Os números indicam que não basta regulamentar; é preciso ir além, com empatia, transparência e ferramentas que realmente funcionem. As mensagens de promoção do jogo responsável devem estar integralmente incorporadas à experiência do jogador, com orientações claras e objetivas. Programas de autoexclusão precisam ser de fácil localização, simples de usar e oferecer a garantia de que pedir ajuda não será motivo de estigma. As campanhas educativas devem ir além de slogans, apresentando exemplos realistas, ferramentas de planejamento financeiro e histórias de superação que dialoguem com a vida real dos sul-africanos.

Potencial industrial da África e responsabilidade compartilhada

À medida que os mercados de jogos se abrem no continente africano, as apostas ganham dimensão transnacional. A rápida expansão da conectividade digital e a predominância de populações que acessam a internet principalmente pelo celular oferecem oportunidades significativas de crescimento. Contudo, sem responsabilidade, esse potencial pode gerar ainda mais danos sociais e econômicos.
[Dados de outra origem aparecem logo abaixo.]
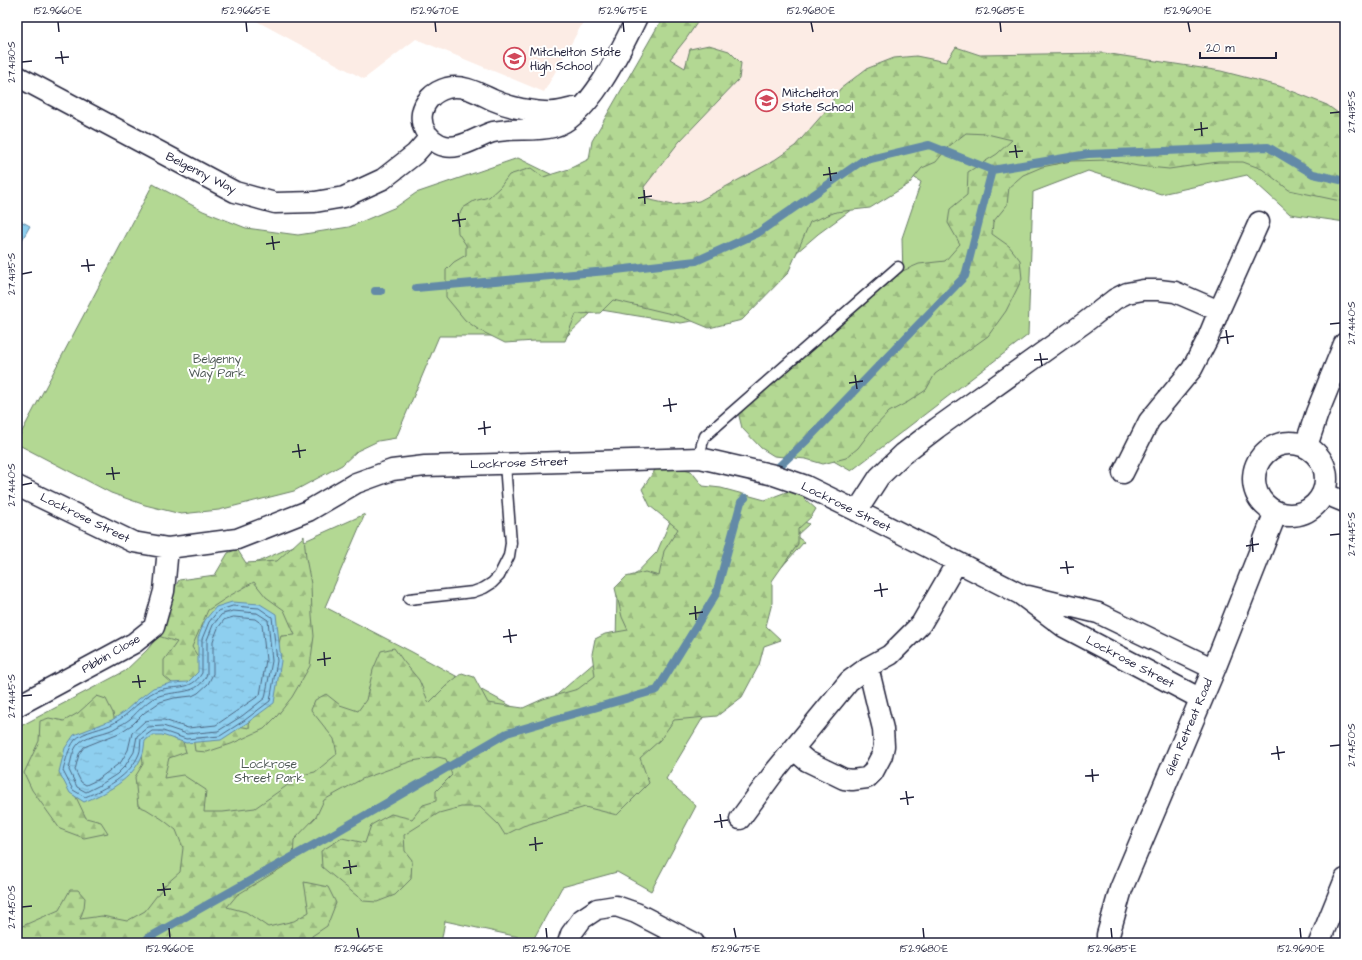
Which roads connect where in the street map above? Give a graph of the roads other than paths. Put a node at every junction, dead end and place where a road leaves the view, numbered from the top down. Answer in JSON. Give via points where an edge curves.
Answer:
{"nodes":[{"id":1,"x":637,"y":17,"type":"edge"},
{"id":2,"x":17,"y":76,"type":"edge"},
{"id":3,"x":581,"y":108,"type":"junction"},
{"id":4,"x":430,"y":137,"type":"junction"},
{"id":5,"x":1259,"y":222,"type":"dead end"},
{"id":6,"x":898,"y":267,"type":"dead end"},
{"id":7,"x":1219,"y":311,"type":"junction"},
{"id":8,"x":1345,"y":344,"type":"edge"},
{"id":9,"x":1306,"y":446,"type":"junction"},
{"id":10,"x":700,"y":458,"type":"junction"},
{"id":11,"x":505,"y":464,"type":"junction"},
{"id":12,"x":1123,"y":473,"type":"dead end"},
{"id":13,"x":17,"y":486,"type":"edge"},
{"id":14,"x":1323,"y":493,"type":"junction"},
{"id":15,"x":1345,"y":502,"type":"edge"},
{"id":16,"x":857,"y":511,"type":"junction"},
{"id":17,"x":1276,"y":512,"type":"junction"},
{"id":18,"x":168,"y":548,"type":"junction"},
{"id":19,"x":956,"y":562,"type":"junction"},
{"id":20,"x":1020,"y":594,"type":"junction"},
{"id":21,"x":409,"y":599,"type":"dead end"},
{"id":22,"x":868,"y":667,"type":"junction"},
{"id":23,"x":1214,"y":669,"type":"junction"},
{"id":24,"x":1201,"y":699,"type":"junction"},
{"id":25,"x":17,"y":706,"type":"edge"},
{"id":26,"x":793,"y":749,"type":"junction"},
{"id":27,"x":740,"y":819,"type":"dead end"},
{"id":28,"x":1345,"y":879,"type":"edge"},
{"id":29,"x":568,"y":943,"type":"edge"},
{"id":30,"x":694,"y":943,"type":"edge"},
{"id":31,"x":1108,"y":943,"type":"edge"},
{"id":32,"x":1319,"y":943,"type":"edge"}],
"edges":[{"from":1,"to":3,"type":"street","via":[[594,94]]},
{"from":2,"to":4,"type":"street","name":"Belgenny Way","via":[[235,192],[275,203],[316,202],[344,197],[384,179],[415,154]]},
{"from":3,"to":4,"type":"street","via":[[568,120],[554,127],[504,130],[451,147],[440,144]]},
{"from":3,"to":4,"type":"street","via":[[573,107],[560,112],[521,109],[460,87],[448,88],[435,92],[426,101],[422,110],[422,120]]},
{"from":5,"to":7,"type":"street"},
{"from":6,"to":10,"type":"lane","via":[[705,436]]},
{"from":7,"to":12,"type":"street","via":[[1192,369],[1150,420]]},
{"from":7,"to":16,"type":"street","via":[[1175,292],[1159,290],[1127,293],[1114,299],[903,454],[879,477]]},
{"from":8,"to":9,"type":"street"},
{"from":9,"to":14,"type":"street","via":[[1315,452],[1326,471]]},
{"from":9,"to":17,"type":"street","via":[[1294,442],[1283,443],[1263,454],[1256,464],[1253,475],[1258,498]]},
{"from":10,"to":11,"type":"street","name":"Lockrose Street"},
{"from":10,"to":16,"type":"street","name":"Lockrose Street","via":[[774,475],[806,486]]},
{"from":11,"to":18,"type":"street","name":"Lockrose Street","via":[[426,466],[392,470],[356,483],[308,511],[237,539]]},
{"from":11,"to":21,"type":"lane","via":[[511,543],[509,556],[498,576],[492,583],[473,592]]},
{"from":13,"to":18,"type":"street","name":"Lockrose Street","via":[[133,542]]},
{"from":14,"to":15,"type":"street"},
{"from":14,"to":17,"type":"street","via":[[1308,510],[1287,515]]},
{"from":16,"to":19,"type":"street","name":"Lockrose Street"},
{"from":17,"to":23,"type":"street","name":"Glen Retreat Road"},
{"from":18,"to":25,"type":"street","name":"Pibbin Close","via":[[164,591],[154,627],[134,643]]},
{"from":19,"to":20,"type":"street","name":"Lockrose Street"},
{"from":19,"to":22,"type":"street","via":[[921,624],[890,655]]},
{"from":20,"to":23,"type":"street","name":"Lockrose Street","via":[[1098,613]]},
{"from":20,"to":24,"type":"street","name":"Lockrose Street","via":[[1064,627]]},
{"from":22,"to":26,"type":"street","via":[[849,681]]},
{"from":22,"to":26,"type":"street","via":[[883,729],[884,746],[882,755],[870,775],[860,780],[844,779],[806,761]]},
{"from":23,"to":24,"type":"street","name":"Glen Retreat Road"},
{"from":24,"to":31,"type":"street","name":"Glen Retreat Road","via":[[1121,889]]},
{"from":26,"to":27,"type":"street"},
{"from":28,"to":32,"type":"street"},
{"from":29,"to":30,"type":"street","via":[[582,919],[597,909],[616,906],[636,913]]}]}
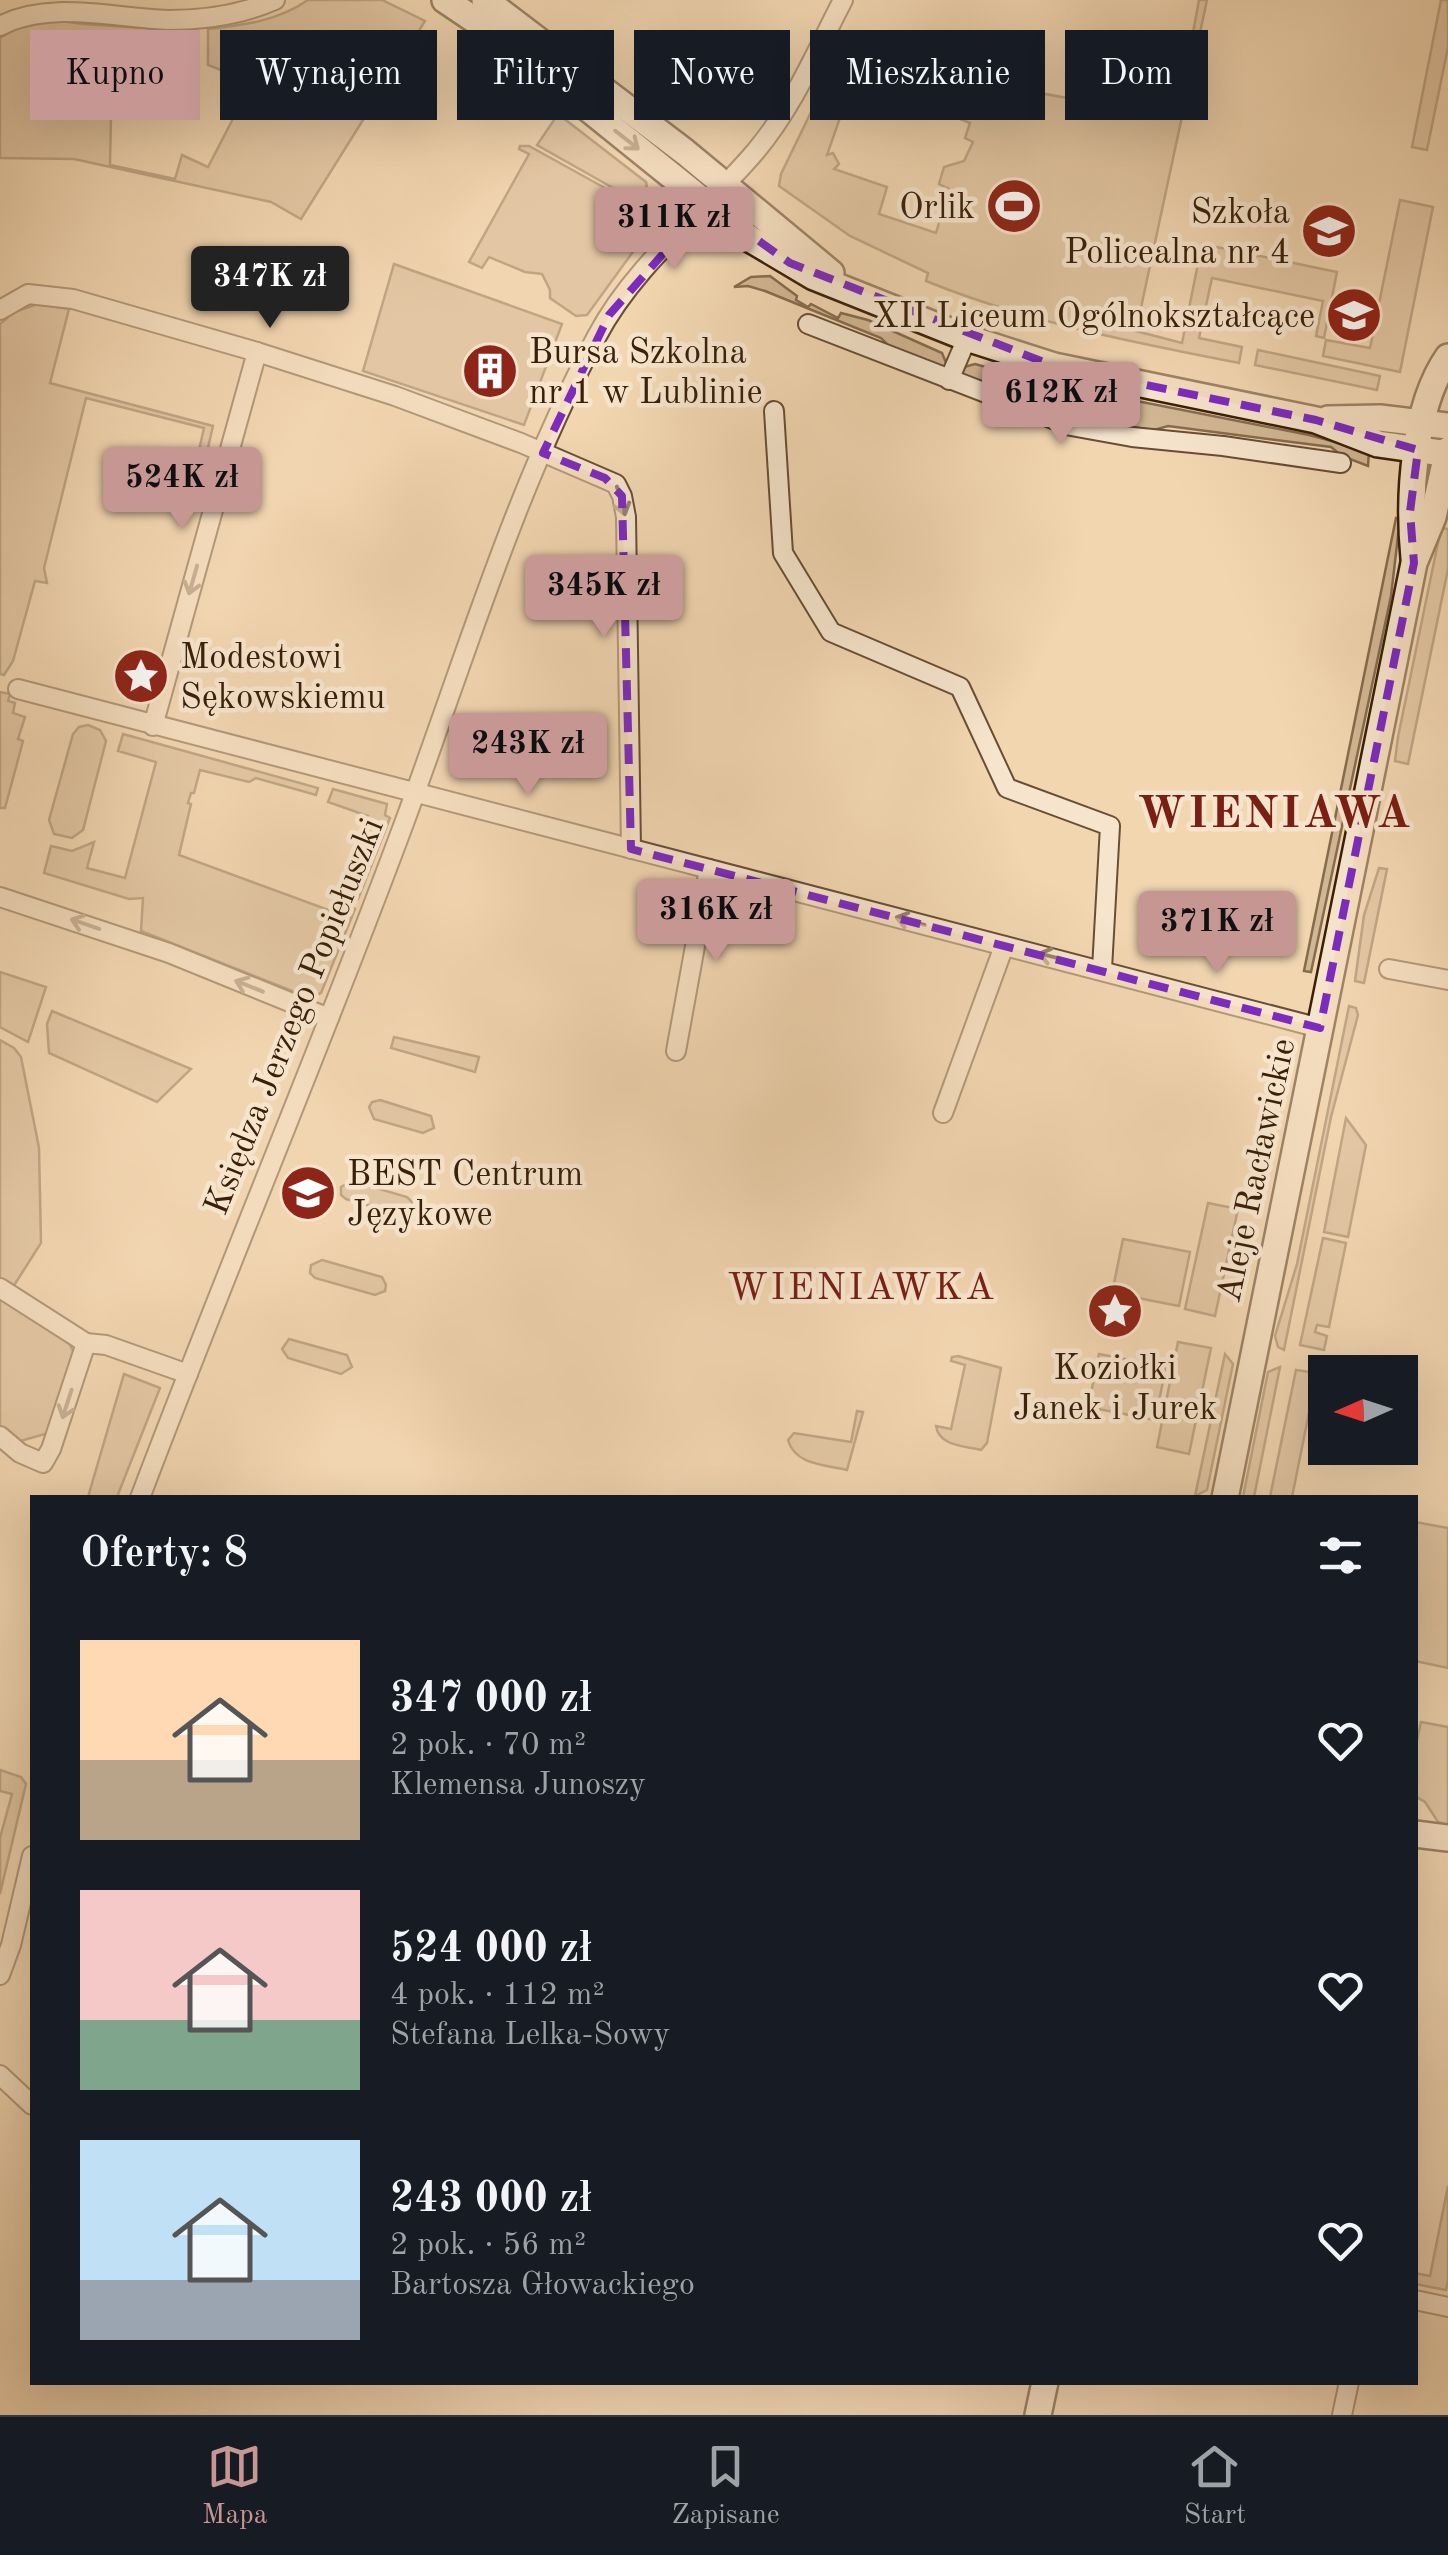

Líderes do setor, reguladores e a sociedade civil precisam trabalhar juntos para adotar uma abordagem equilibrada — que permita a inovação nas apostas esportivas e nos jogos online, mas que, ao mesmo tempo, priorize a proteção do consumidor e o fortalecimento das redes de apoio.

Os números são alarmantes, mas também apontam para uma solução. Jogadores sul-africanos têm arriscado recursos essenciais, perdido o autocontrole e raramente buscado ajuda. Com seu grupo de apoio online inspirado no Ubuntu, a SARGF demonstrou que a recuperação baseada na comunidade pode romper o ciclo de vergonha e isolamento. Somente ao normalizar o suporte, eliminar o estigma e desenvolver ferramentas que as pessoas realmente confiem, será possível atender a esse chamado e evitar uma crise ainda maior — tanto na África do Sul quanto no promissor cenário de jogos que se desenha em todo o continente africano.